Everything in the records except the pictures must be copied out exactly.

══ Task inputs

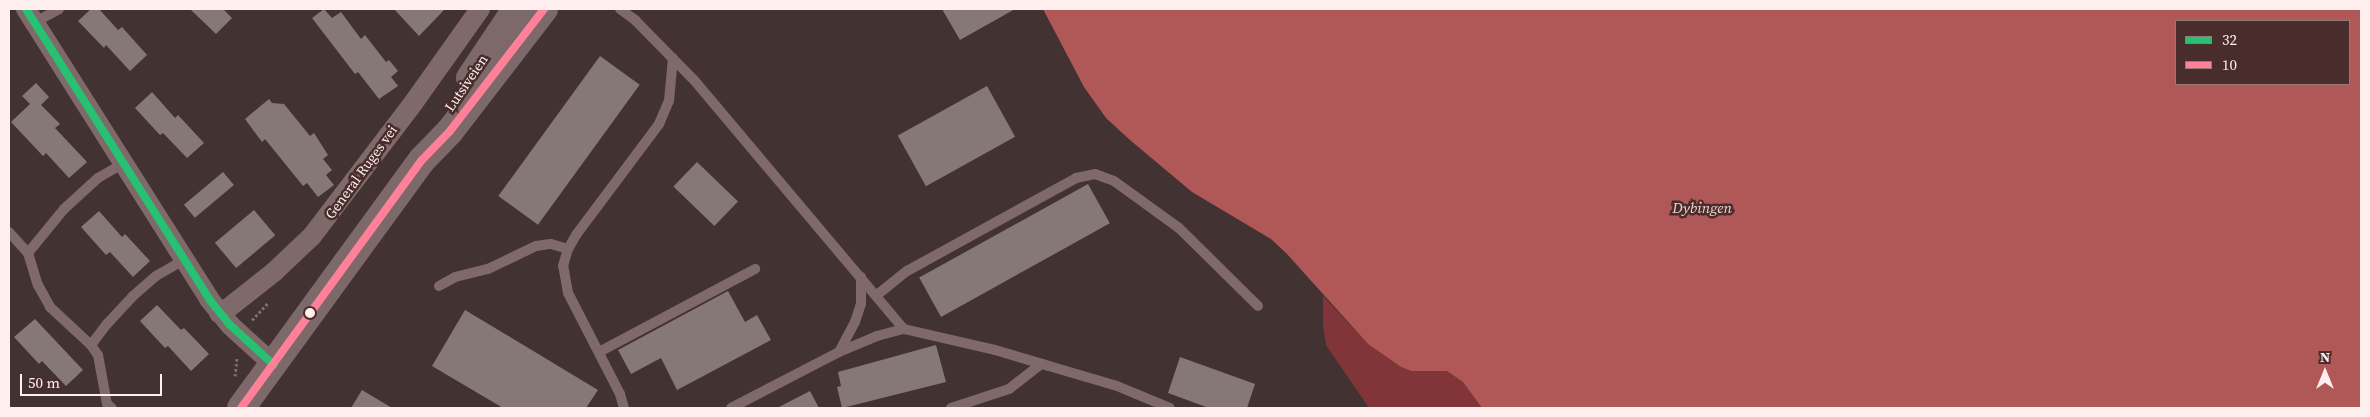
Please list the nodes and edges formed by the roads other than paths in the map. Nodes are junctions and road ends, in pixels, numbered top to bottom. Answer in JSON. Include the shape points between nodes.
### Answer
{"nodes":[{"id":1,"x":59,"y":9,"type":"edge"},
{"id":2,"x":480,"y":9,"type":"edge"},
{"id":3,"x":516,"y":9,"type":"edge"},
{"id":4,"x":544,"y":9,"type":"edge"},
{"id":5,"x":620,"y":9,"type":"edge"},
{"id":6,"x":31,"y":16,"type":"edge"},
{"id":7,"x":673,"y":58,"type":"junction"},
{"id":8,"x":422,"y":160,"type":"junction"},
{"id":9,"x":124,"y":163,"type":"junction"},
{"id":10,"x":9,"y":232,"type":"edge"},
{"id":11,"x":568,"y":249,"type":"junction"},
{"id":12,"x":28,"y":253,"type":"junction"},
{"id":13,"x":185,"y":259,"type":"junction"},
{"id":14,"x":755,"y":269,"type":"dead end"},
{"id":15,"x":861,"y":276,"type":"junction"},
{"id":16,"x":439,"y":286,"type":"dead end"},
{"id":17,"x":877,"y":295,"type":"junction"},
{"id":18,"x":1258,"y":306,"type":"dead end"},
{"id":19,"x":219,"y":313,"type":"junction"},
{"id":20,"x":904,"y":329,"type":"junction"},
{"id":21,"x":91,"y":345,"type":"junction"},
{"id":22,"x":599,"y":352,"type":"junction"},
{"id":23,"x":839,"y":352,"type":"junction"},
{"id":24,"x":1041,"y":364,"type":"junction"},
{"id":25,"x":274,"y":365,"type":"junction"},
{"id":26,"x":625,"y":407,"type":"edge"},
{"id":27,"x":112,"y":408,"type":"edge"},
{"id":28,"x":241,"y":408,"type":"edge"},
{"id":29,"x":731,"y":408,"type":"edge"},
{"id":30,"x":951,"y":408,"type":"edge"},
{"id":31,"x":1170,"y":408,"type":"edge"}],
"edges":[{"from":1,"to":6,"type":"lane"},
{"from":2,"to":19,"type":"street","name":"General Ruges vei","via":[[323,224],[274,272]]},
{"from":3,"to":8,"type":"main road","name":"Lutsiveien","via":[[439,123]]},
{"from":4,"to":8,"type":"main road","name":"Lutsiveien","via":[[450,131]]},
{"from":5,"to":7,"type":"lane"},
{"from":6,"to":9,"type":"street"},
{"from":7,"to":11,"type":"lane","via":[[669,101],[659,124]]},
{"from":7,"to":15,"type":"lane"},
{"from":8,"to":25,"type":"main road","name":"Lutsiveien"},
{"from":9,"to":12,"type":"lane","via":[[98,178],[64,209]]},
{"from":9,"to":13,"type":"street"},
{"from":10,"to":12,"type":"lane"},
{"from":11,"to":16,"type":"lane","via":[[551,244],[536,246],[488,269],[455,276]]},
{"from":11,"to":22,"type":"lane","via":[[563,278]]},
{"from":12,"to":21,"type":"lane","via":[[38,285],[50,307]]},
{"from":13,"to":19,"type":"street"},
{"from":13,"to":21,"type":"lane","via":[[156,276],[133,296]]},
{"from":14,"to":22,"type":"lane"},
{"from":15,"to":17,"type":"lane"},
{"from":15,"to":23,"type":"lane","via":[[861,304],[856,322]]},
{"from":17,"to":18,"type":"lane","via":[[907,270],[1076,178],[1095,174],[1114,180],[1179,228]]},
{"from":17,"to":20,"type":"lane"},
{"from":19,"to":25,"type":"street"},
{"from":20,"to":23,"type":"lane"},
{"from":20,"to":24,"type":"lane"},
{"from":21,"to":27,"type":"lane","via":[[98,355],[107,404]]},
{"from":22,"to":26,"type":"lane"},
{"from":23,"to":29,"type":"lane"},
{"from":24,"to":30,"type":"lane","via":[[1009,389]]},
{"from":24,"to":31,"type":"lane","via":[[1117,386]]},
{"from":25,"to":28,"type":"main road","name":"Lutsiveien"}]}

════

Exercise result:
Please list the nodes and edges formed by the roads other than paths in the map. Nodes are junctions and road ends, in pixels, numbered top to bottom. Answer in JSON. Include the shape points between nodes.
### Answer
{"nodes":[{"id":1,"x":59,"y":9,"type":"edge"},
{"id":2,"x":480,"y":9,"type":"edge"},
{"id":3,"x":516,"y":9,"type":"edge"},
{"id":4,"x":544,"y":9,"type":"edge"},
{"id":5,"x":620,"y":9,"type":"edge"},
{"id":6,"x":31,"y":16,"type":"edge"},
{"id":7,"x":673,"y":58,"type":"junction"},
{"id":8,"x":422,"y":160,"type":"junction"},
{"id":9,"x":124,"y":163,"type":"junction"},
{"id":10,"x":9,"y":232,"type":"edge"},
{"id":11,"x":568,"y":249,"type":"junction"},
{"id":12,"x":28,"y":253,"type":"junction"},
{"id":13,"x":185,"y":259,"type":"junction"},
{"id":14,"x":755,"y":269,"type":"dead end"},
{"id":15,"x":861,"y":276,"type":"junction"},
{"id":16,"x":439,"y":286,"type":"dead end"},
{"id":17,"x":877,"y":295,"type":"junction"},
{"id":18,"x":1258,"y":306,"type":"dead end"},
{"id":19,"x":219,"y":313,"type":"junction"},
{"id":20,"x":904,"y":329,"type":"junction"},
{"id":21,"x":91,"y":345,"type":"junction"},
{"id":22,"x":599,"y":352,"type":"junction"},
{"id":23,"x":839,"y":352,"type":"junction"},
{"id":24,"x":1041,"y":364,"type":"junction"},
{"id":25,"x":274,"y":365,"type":"junction"},
{"id":26,"x":625,"y":407,"type":"edge"},
{"id":27,"x":112,"y":408,"type":"edge"},
{"id":28,"x":241,"y":408,"type":"edge"},
{"id":29,"x":731,"y":408,"type":"edge"},
{"id":30,"x":951,"y":408,"type":"edge"},
{"id":31,"x":1170,"y":408,"type":"edge"}],
"edges":[{"from":1,"to":6,"type":"lane"},
{"from":2,"to":19,"type":"street","name":"General Ruges vei","via":[[323,224],[274,272]]},
{"from":3,"to":8,"type":"main road","name":"Lutsiveien","via":[[439,123]]},
{"from":4,"to":8,"type":"main road","name":"Lutsiveien","via":[[450,131]]},
{"from":5,"to":7,"type":"lane"},
{"from":6,"to":9,"type":"street"},
{"from":7,"to":11,"type":"lane","via":[[669,101],[659,124]]},
{"from":7,"to":15,"type":"lane"},
{"from":8,"to":25,"type":"main road","name":"Lutsiveien"},
{"from":9,"to":12,"type":"lane","via":[[98,178],[64,209]]},
{"from":9,"to":13,"type":"street"},
{"from":10,"to":12,"type":"lane"},
{"from":11,"to":16,"type":"lane","via":[[551,244],[536,246],[488,269],[455,276]]},
{"from":11,"to":22,"type":"lane","via":[[563,278]]},
{"from":12,"to":21,"type":"lane","via":[[38,285],[50,307]]},
{"from":13,"to":19,"type":"street"},
{"from":13,"to":21,"type":"lane","via":[[156,276],[133,296]]},
{"from":14,"to":22,"type":"lane"},
{"from":15,"to":17,"type":"lane"},
{"from":15,"to":23,"type":"lane","via":[[861,304],[856,322]]},
{"from":17,"to":18,"type":"lane","via":[[907,270],[1076,178],[1095,174],[1114,180],[1179,228]]},
{"from":17,"to":20,"type":"lane"},
{"from":19,"to":25,"type":"street"},
{"from":20,"to":23,"type":"lane"},
{"from":20,"to":24,"type":"lane"},
{"from":21,"to":27,"type":"lane","via":[[98,355],[107,404]]},
{"from":22,"to":26,"type":"lane"},
{"from":23,"to":29,"type":"lane"},
{"from":24,"to":30,"type":"lane","via":[[1009,389]]},
{"from":24,"to":31,"type":"lane","via":[[1117,386]]},
{"from":25,"to":28,"type":"main road","name":"Lutsiveien"}]}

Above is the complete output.